I am not a bible scholar, an epidemiologist, or a scientist. I’m simply a writer who has been immersed in biblical history and literature for most of my life, and who has done a lot of reading and writing about COVID for work.
For me, a fascinating study during the COVID-19 pandemic has been the Old Testament laws for cleanliness and hygiene, which I studied at least four different times when I was younger. Some of them seem a bit extreme but many of them are common sense measures we see in use today. Things like washing yourself, isolation and cleansing after exposure to dead bodies and certain kinds of illnesses, and washing or discarding contaminated garments and items are all found in the Old Testament.
Moving through history to the Black Plague, we learn that one of the reasons the Jews were blamed for the plague was because they were less affected by it than others, due to the rules for health and hygiene that they followed. If you’re not affected by it, you’re obviously the cause of it, right? There were other issues going on as well, I’m sure, such as people being prejudiced walnuts, but that was one contributing factor for why they were blamed.
This is something I’ve been musing on during the pandemic.
There’s a popular question I hear in church communities. “What would Jesus do?”
I’ve always struggled with this question because it is often asked in situations where we don’t have the information to be able to say, and we can run the risk of shaping Jesus into our own image and expectations. But it is a good question to make oneself think.
So, I asked it in this situation.
I imagine Jesus would wash his hands and stay home if he was sick, and would probably wear a mask if he had one. Jesus would love people regardless of their beliefs, their social standing, and their health issues. Jesus would feed those in need and comfort the hurting and take care of the people around him.
I imagine that during COVID, you would see Jesus volunteering at homeless shelters and soup kitchens. You would see him picking up groceries for shut-ins and talking with them from a safe distance. You would see him organizing online book clubs and movie nights and helping remote students with their classes. You would see him calling his neighbors and family, just to check in. You would see him out taking long walks, and it would seem like the day got a little bit better just for seeing him. You would see him writing letters to folks in nursing homes and others in isolation.
I imagine that you would see his eyes, bright and alive and holy, smiling over a mask or face covering, as he thanks the grocery store clerk and tells her that he hopes she has a good day. You would meet him on the road, helping a stranger change a flat tire. You would see him spending his weekend building a wheelchair ramp for someone in the community who’s disabled.
I imagine you would see him as a member on the volunteer fire department, first on the scene for an elderly woman who fell down the stairs. You would hear the tenderness in his voice as he helped her, and she might say that the pain eased when he came. You would see him working in a blizzard, helping lost and stranded people find their way home again.

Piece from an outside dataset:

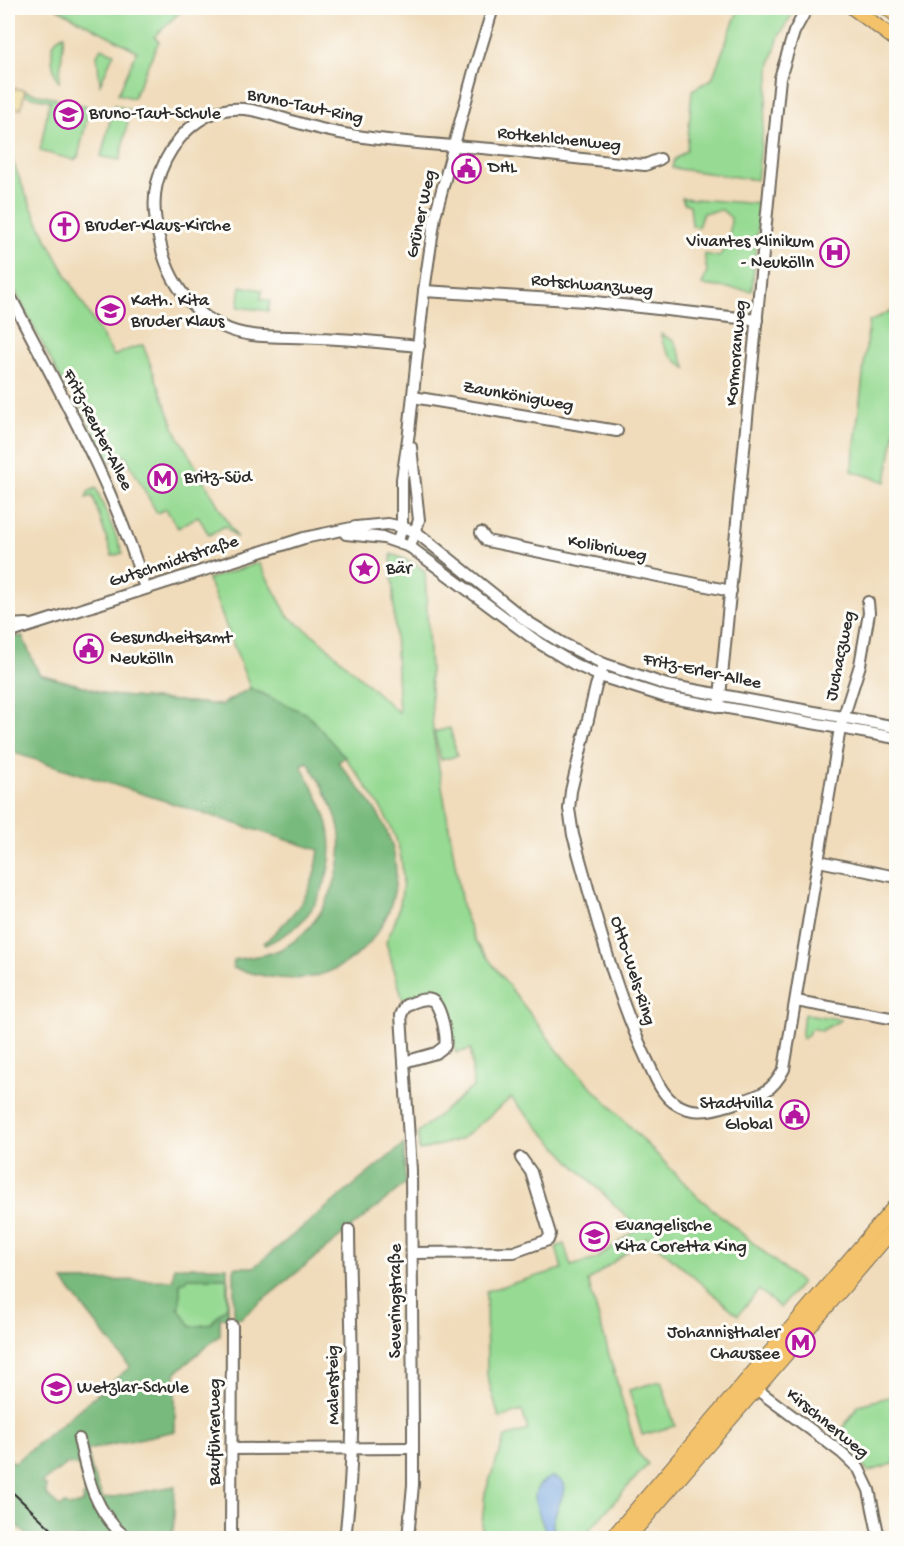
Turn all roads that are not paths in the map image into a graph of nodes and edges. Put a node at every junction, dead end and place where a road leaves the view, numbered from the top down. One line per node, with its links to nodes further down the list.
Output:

I imagine that you would see him raging against companies who place profits over human lives. You would see him fight against a system that causes harm when it should bring help and relief. You would see him challenge the oppressors and stand up for those who cannot stand for themselves. You would see him do whatever it took to make sure that the elderly, the infirm, and the weak are not excluded or forgotten.

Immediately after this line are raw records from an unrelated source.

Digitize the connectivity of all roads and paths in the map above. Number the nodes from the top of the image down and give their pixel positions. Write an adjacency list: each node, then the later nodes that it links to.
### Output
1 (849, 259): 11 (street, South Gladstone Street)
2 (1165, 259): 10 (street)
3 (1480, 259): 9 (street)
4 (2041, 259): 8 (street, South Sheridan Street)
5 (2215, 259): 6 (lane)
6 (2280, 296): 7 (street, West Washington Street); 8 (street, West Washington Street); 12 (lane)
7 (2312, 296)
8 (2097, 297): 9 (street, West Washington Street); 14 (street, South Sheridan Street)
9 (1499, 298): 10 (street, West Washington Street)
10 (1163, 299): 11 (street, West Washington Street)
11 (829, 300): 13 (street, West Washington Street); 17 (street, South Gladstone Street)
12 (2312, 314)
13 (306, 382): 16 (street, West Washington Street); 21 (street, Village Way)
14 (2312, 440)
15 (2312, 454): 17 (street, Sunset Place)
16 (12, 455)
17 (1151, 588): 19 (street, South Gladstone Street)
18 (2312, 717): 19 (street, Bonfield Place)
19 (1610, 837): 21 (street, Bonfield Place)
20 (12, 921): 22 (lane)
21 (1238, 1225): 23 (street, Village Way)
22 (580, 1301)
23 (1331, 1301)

I imagine you would see him bring light, and hope, and healing into the sick rooms and hospitals. You would see him hold the hands of the lost and hurt and grieving. You would hear his footsteps between the beeping of monitors and the noise of ventilators. You would see him rejoice with each recovery and mourn with each death.
I imagine that you would see the kindness and compassion in his face, in his hands, in the way he lives his life. You would witness a joy so strong that sometimes it hurts. You would see a man who loves fearlessly and relentlessly. Though he would not risk the health of others, you would see him risk his own health for those in need.
I asked myself, what would Jesus do?
And I asked, what must I do?
A special thanks to my family members who encouraged me to share this. This writing is as much for myself as for anyone else. I understand that everyone has different beliefs and am not suggesting that I have all the answers or that I am an expert in biblical history and literature, Jewish culture, epidemiology, or other subjects; I am, at the end of the day, just a writer.
With love, Annie
2 Replies to “A Pandemic Prayer: what would Jesus do?”
Lovely, Anniewell thought out and written. Reading it I could see Jesus walking among all of us, encouraging everyone. Bless you
Thank you, Annie, for this beautiful piece. I got all choked up reading it. I heard of you through Tim Cotton and this is the first time I’ve read your writing. He is right. You have a gift. Don’t stop doing what you’re doing.